Document staff knowledge: Traditional teams work by having each staff member own a particular set of tasks or knowledge centers, but this approach becomes problematic should that employee call in sick. For example, if your bookkeeper is single-handedly responsible for issuing paychecks but gets quarantined, you’ll be scrambling to either manage payroll yourself or disturb a sick colleague to get the job done. 

So, what is a busy business owner to do? Maui Mastermind founder and CEO David Finkel writes in Inc. Magazine that businesses should maintain a folder on a shared drive containing every single task that the bookkeeper, or any other key employee, does over the course of a month, along with written documentation and videos outlining the necessary steps. The ability of employees to access such comprehensive documentation — which Finkel calls “the ultimate business system” — can help essential processes from grinding to a halt when staffing is light.

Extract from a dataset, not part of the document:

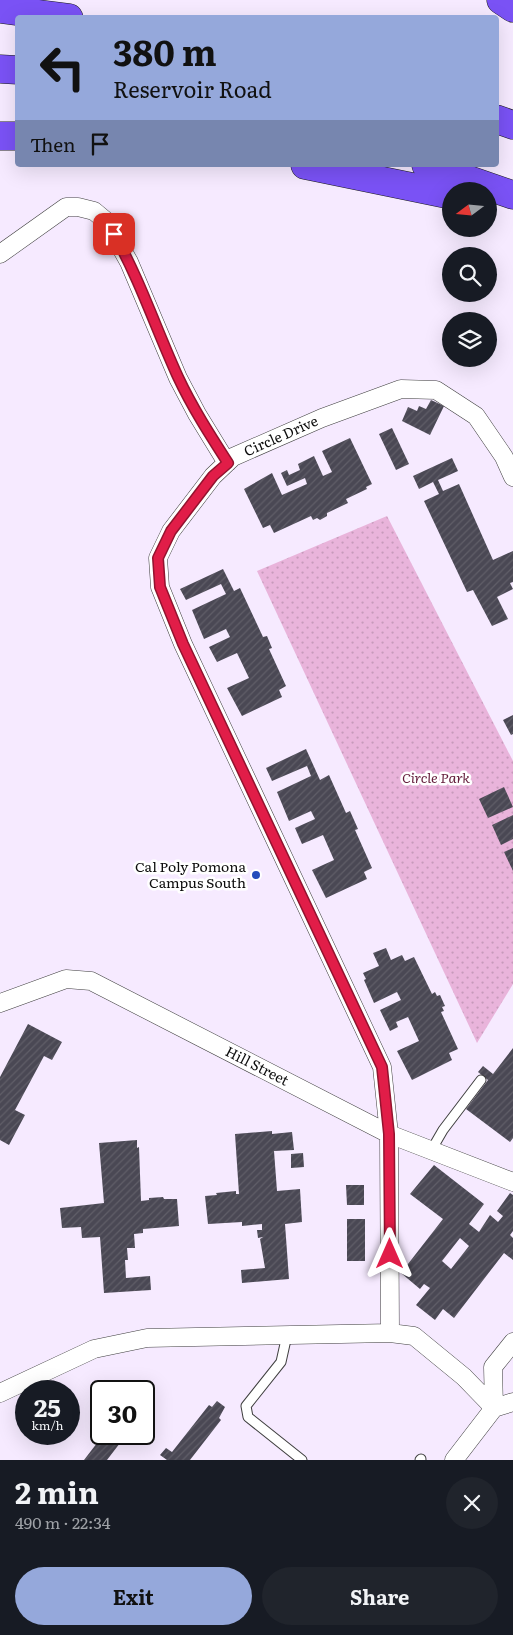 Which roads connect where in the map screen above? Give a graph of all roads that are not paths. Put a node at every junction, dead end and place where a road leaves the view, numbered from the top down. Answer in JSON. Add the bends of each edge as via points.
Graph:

Create your own ultimate business system: In Finkel’s words, a UBS is a “as a living, breathing collection of best practices, contained in a user-friendly, searchable structure that the team can easily access, update, refine, and add to as they perform their job functions.”

Consider making your own UBS based on your business’s individual needs, such as hiring and onboarding, order fulfillment, payroll, accounts payable and the like. Keep in mind that developing your own UBS should be done over time and should grow with your business. 

To get the ball rolling, entrepreneurs can ask employees to start documenting tasks and processes as they themselves perform them over the course of the next few months. And if anything new pops up, it should become a standard practice to add it to the UBS.